**Your task:** The full set of entries is to be printed exactly, with pictures excluded.
━━━━━ Given data
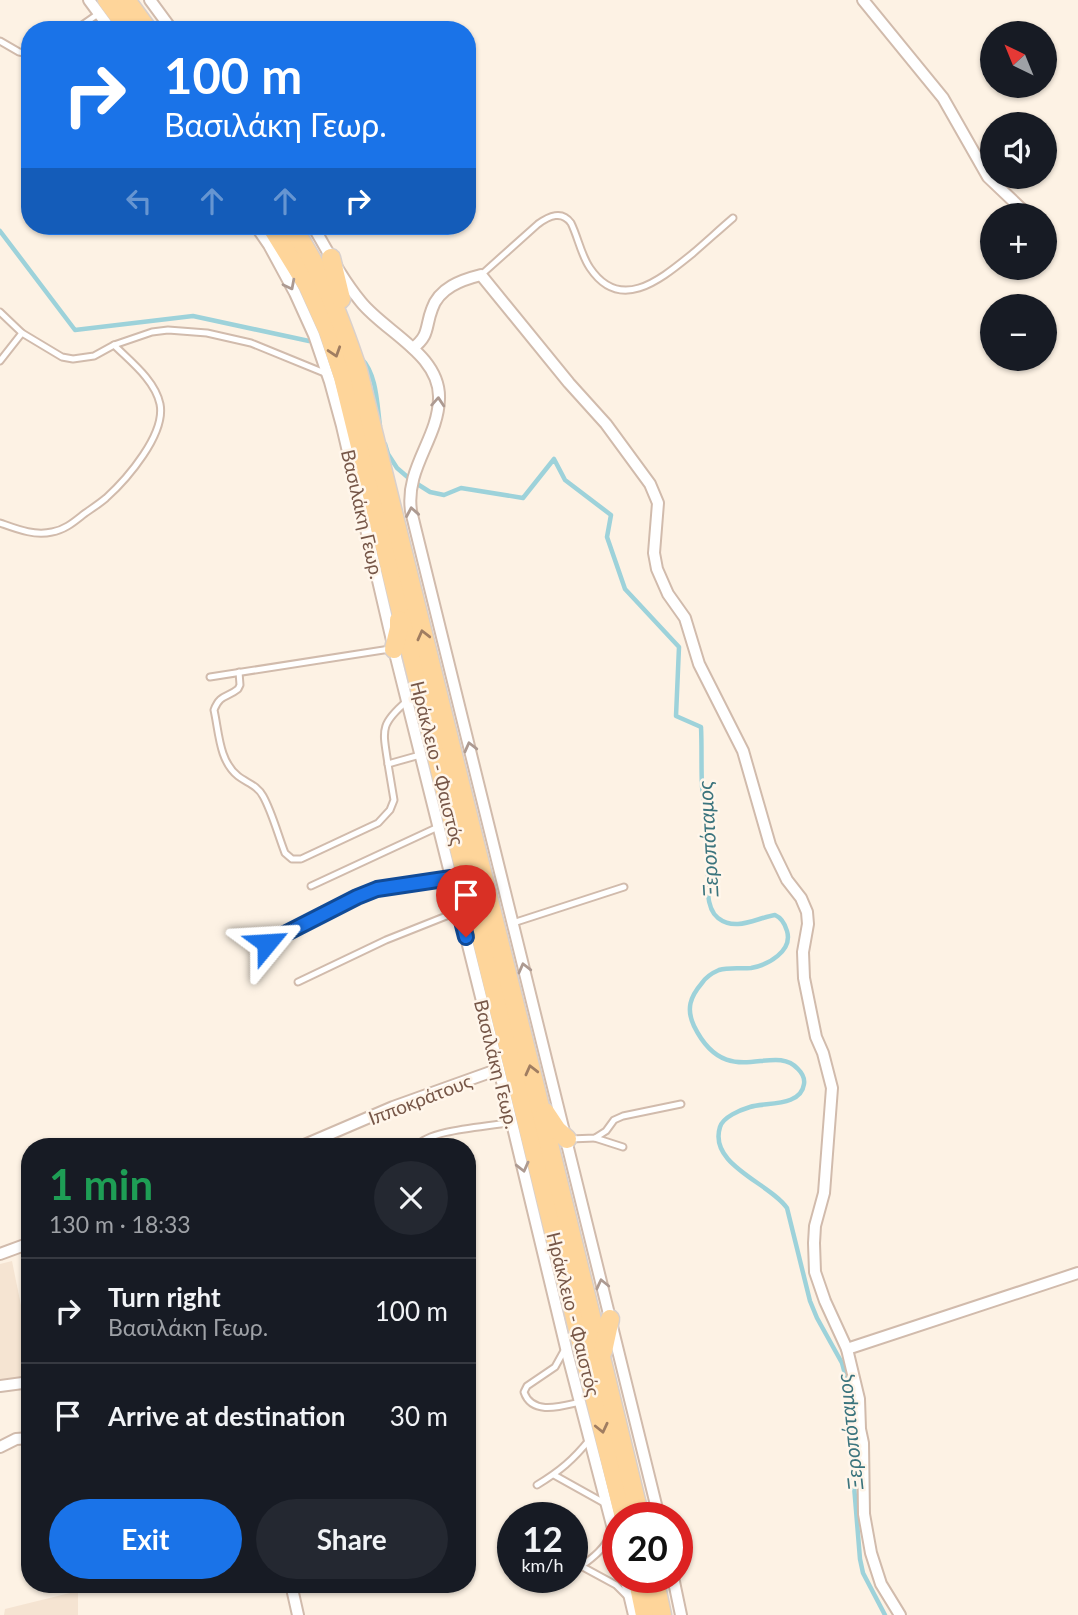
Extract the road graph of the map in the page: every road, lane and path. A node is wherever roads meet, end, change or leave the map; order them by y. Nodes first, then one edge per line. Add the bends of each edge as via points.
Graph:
1 (89, 0) edge
2 (126, 0) edge
3 (150, 0) edge
4 (863, 0) edge
5 (103, 7) edge
6 (86, 21) edge
7 (119, 21) edge
8 (141, 21) edge
9 (165, 21) edge
10 (0, 41) edge
11 (21, 52) edge
12 (1015, 203) edge
13 (733, 219) dead end
14 (263, 235) edge
15 (277, 235) edge
16 (296, 235) edge
17 (318, 235) edge
18 (331, 258) junction
19 (481, 275) junction
20 (0, 312) edge
21 (22, 333) junction
22 (114, 345) junction
23 (413, 348) junction
24 (0, 360) edge
25 (358, 371) junction
26 (327, 374) junction
27 (0, 523) edge
28 (399, 606) junction
29 (394, 649) junction
30 (239, 672) junction
31 (210, 677) dead end
32 (407, 701) junction
33 (420, 755) junction
34 (388, 765) junction
35 (438, 827) junction
36 (451, 878) junction
37 (312, 887) dead end
38 (624, 887) dead end
39 (459, 911) junction
40 (513, 923) junction
41 (267, 943) dead end
42 (298, 982) dead end
43 (499, 1069) junction
44 (681, 1104) dead end
45 (540, 1106) junction
46 (512, 1122) junction
47 (321, 1138) edge
48 (427, 1138) edge
49 (595, 1138) junction
50 (567, 1139) junction
51 (623, 1147) dead end
52 (21, 1246) edge
53 (0, 1254) edge
54 (1078, 1273) edge
55 (610, 1319) junction
56 (566, 1346) junction
57 (847, 1349) junction
58 (603, 1362) junction
59 (21, 1383) edge
60 (0, 1386) edge
61 (580, 1402) junction
62 (21, 1439) edge
63 (590, 1439) junction
64 (0, 1447) edge
65 (554, 1475) junction
66 (537, 1485) dead end
67 (603, 1502) edge
68 (606, 1502) edge
69 (613, 1502) edge
70 (636, 1502) edge
71 (655, 1502) edge
72 (602, 1548) edge
73 (588, 1560) edge
74 (588, 1570) edge
75 (293, 1593) edge
76 (629, 1593) edge
77 (640, 1593) edge
78 (657, 1593) edge
79 (676, 1593) edge
80 (631, 1600) junction
81 (298, 1615) edge
82 (634, 1615) edge
83 (645, 1615) edge
84 (662, 1615) edge
85 (681, 1615) edge
86 (900, 1615) edge

1 - 5 street
2 - 8 main road
3 - 9 street
4 - 12 street via 943,97 988,177
5 - 6 lane
5 - 7 main road
10 - 11 lane
13 - 19 lane via 661,279 641,289 616,288 597,276 571,223 559,215 538,224
14 -> 26 street, Βασιλάκη Γεωρ. via 295,293
15 -> 28 main road, Ηράκλειο - Φαιστός via 308,286 332,342
16 - 25 main road, Ηράκλειο - Φαιστός via 322,278
17 - 18 street
18 - 23 street via 367,310
18 - 25 main road
19 - 23 street via 452,284 438,298 423,340
19 - 57 street via 606,424 650,484 658,503 657,569 685,618 699,664 743,751 770,845 807,912 804,978 832,1088 814,1256 820,1288
20 - 21 lane
21 - 22 lane via 73,359 94,356
21 - 24 lane
22 - 26 lane via 152,332 207,333 251,343
22 - 27 lane via 151,384 160,402 161,416 153,439 139,461 106,498 67,527 38,533
40 -> 23 street via 410,504 416,466 436,420 439,398 431,368
45 -> 25 main road, Ηράκλειο - Φαιστός
26 - 29 street, Βασιλάκη Γεωρ.
28 - 29 main road
28 -> 69 main road, Ηράκλειο - Φαιστός
29 - 30 lane
29 - 32 street, Βασιλάκη Γεωρ.
30 - 31 lane
30 - 34 lane via 238,689 223,696 214,710 223,754 230,769 263,796 285,853 292,859 378,823 394,800
32 - 33 street, Βασιλάκη Γεωρ.
32 - 34 lane via 385,724
33 - 34 lane
33 - 35 street, Βασιλάκη Γεωρ.
35 - 36 street, Βασιλάκη Γεωρ.
35 - 37 lane
36 - 39 street, Βασιλάκη Γεωρ.
36 - 41 lane via 377,889
38 - 40 lane
39 - 42 lane
39 - 43 street, Βασιλάκη Γεωρ.
50 -> 40 street
43 - 46 street, Βασιλάκη Γεωρ.
43 - 47 street, Ιπποκράτους
44 - 49 lane via 623,1116
45 - 50 main road
45 - 58 main road, Ηράκλειο - Φαιστός
46 - 48 lane
46 -> 56 street, Βασιλάκη Γεωρ.
49 - 50 lane
49 - 51 lane
55 -> 50 street
52 - 53 street
54 - 57 street
55 - 58 main road
55 - 71 street
56 - 61 street, Βασιλάκη Γεωρ.
56 - 61 lane via 555,1367 524,1392 539,1407
57 - 86 street via 859,1399 864,1514 871,1553 881,1584
58 - 70 main road, Ηράκλειο - Φαιστός
59 - 60 street
61 - 63 street, Βασιλάκη Γεωρ.
62 - 64 street
63 - 65 lane
63 - 68 street, Βασιλάκη Γεωρ.
65 - 66 lane
65 - 67 lane
72 - 73 lane
74 - 80 lane via 616,1585
75 - 81 street
76 - 80 street
77 - 83 main road
78 - 84 main road
79 - 85 street
80 - 82 street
━━━━━━━━━━
**Completed exercise:**
Extract the road graph of the map in the page: every road, lane and path. A node is wherever roads meet, end, change or leave the map; order them by y. Nodes first, then one edge per line. Add the bends of each edge as via points.
Graph:
1 (89, 0) edge
2 (126, 0) edge
3 (150, 0) edge
4 (863, 0) edge
5 (103, 7) edge
6 (86, 21) edge
7 (119, 21) edge
8 (141, 21) edge
9 (165, 21) edge
10 (0, 41) edge
11 (21, 52) edge
12 (1015, 203) edge
13 (733, 219) dead end
14 (263, 235) edge
15 (277, 235) edge
16 (296, 235) edge
17 (318, 235) edge
18 (331, 258) junction
19 (481, 275) junction
20 (0, 312) edge
21 (22, 333) junction
22 (114, 345) junction
23 (413, 348) junction
24 (0, 360) edge
25 (358, 371) junction
26 (327, 374) junction
27 (0, 523) edge
28 (399, 606) junction
29 (394, 649) junction
30 (239, 672) junction
31 (210, 677) dead end
32 (407, 701) junction
33 (420, 755) junction
34 (388, 765) junction
35 (438, 827) junction
36 (451, 878) junction
37 (312, 887) dead end
38 (624, 887) dead end
39 (459, 911) junction
40 (513, 923) junction
41 (267, 943) dead end
42 (298, 982) dead end
43 (499, 1069) junction
44 (681, 1104) dead end
45 (540, 1106) junction
46 (512, 1122) junction
47 (321, 1138) edge
48 (427, 1138) edge
49 (595, 1138) junction
50 (567, 1139) junction
51 (623, 1147) dead end
52 (21, 1246) edge
53 (0, 1254) edge
54 (1078, 1273) edge
55 (610, 1319) junction
56 (566, 1346) junction
57 (847, 1349) junction
58 (603, 1362) junction
59 (21, 1383) edge
60 (0, 1386) edge
61 (580, 1402) junction
62 (21, 1439) edge
63 (590, 1439) junction
64 (0, 1447) edge
65 (554, 1475) junction
66 (537, 1485) dead end
67 (603, 1502) edge
68 (606, 1502) edge
69 (613, 1502) edge
70 (636, 1502) edge
71 (655, 1502) edge
72 (602, 1548) edge
73 (588, 1560) edge
74 (588, 1570) edge
75 (293, 1593) edge
76 (629, 1593) edge
77 (640, 1593) edge
78 (657, 1593) edge
79 (676, 1593) edge
80 (631, 1600) junction
81 (298, 1615) edge
82 (634, 1615) edge
83 (645, 1615) edge
84 (662, 1615) edge
85 (681, 1615) edge
86 (900, 1615) edge

1 - 5 street
2 - 8 main road
3 - 9 street
4 - 12 street via 943,97 988,177
5 - 6 lane
5 - 7 main road
10 - 11 lane
13 - 19 lane via 661,279 641,289 616,288 597,276 571,223 559,215 538,224
14 -> 26 street, Βασιλάκη Γεωρ. via 295,293
15 -> 28 main road, Ηράκλειο - Φαιστός via 308,286 332,342
16 - 25 main road, Ηράκλειο - Φαιστός via 322,278
17 - 18 street
18 - 23 street via 367,310
18 - 25 main road
19 - 23 street via 452,284 438,298 423,340
19 - 57 street via 606,424 650,484 658,503 657,569 685,618 699,664 743,751 770,845 807,912 804,978 832,1088 814,1256 820,1288
20 - 21 lane
21 - 22 lane via 73,359 94,356
21 - 24 lane
22 - 26 lane via 152,332 207,333 251,343
22 - 27 lane via 151,384 160,402 161,416 153,439 139,461 106,498 67,527 38,533
40 -> 23 street via 410,504 416,466 436,420 439,398 431,368
45 -> 25 main road, Ηράκλειο - Φαιστός
26 - 29 street, Βασιλάκη Γεωρ.
28 - 29 main road
28 -> 69 main road, Ηράκλειο - Φαιστός
29 - 30 lane
29 - 32 street, Βασιλάκη Γεωρ.
30 - 31 lane
30 - 34 lane via 238,689 223,696 214,710 223,754 230,769 263,796 285,853 292,859 378,823 394,800
32 - 33 street, Βασιλάκη Γεωρ.
32 - 34 lane via 385,724
33 - 34 lane
33 - 35 street, Βασιλάκη Γεωρ.
35 - 36 street, Βασιλάκη Γεωρ.
35 - 37 lane
36 - 39 street, Βασιλάκη Γεωρ.
36 - 41 lane via 377,889
38 - 40 lane
39 - 42 lane
39 - 43 street, Βασιλάκη Γεωρ.
50 -> 40 street
43 - 46 street, Βασιλάκη Γεωρ.
43 - 47 street, Ιπποκράτους
44 - 49 lane via 623,1116
45 - 50 main road
45 - 58 main road, Ηράκλειο - Φαιστός
46 - 48 lane
46 -> 56 street, Βασιλάκη Γεωρ.
49 - 50 lane
49 - 51 lane
55 -> 50 street
52 - 53 street
54 - 57 street
55 - 58 main road
55 - 71 street
56 - 61 street, Βασιλάκη Γεωρ.
56 - 61 lane via 555,1367 524,1392 539,1407
57 - 86 street via 859,1399 864,1514 871,1553 881,1584
58 - 70 main road, Ηράκλειο - Φαιστός
59 - 60 street
61 - 63 street, Βασιλάκη Γεωρ.
62 - 64 street
63 - 65 lane
63 - 68 street, Βασιλάκη Γεωρ.
65 - 66 lane
65 - 67 lane
72 - 73 lane
74 - 80 lane via 616,1585
75 - 81 street
76 - 80 street
77 - 83 main road
78 - 84 main road
79 - 85 street
80 - 82 street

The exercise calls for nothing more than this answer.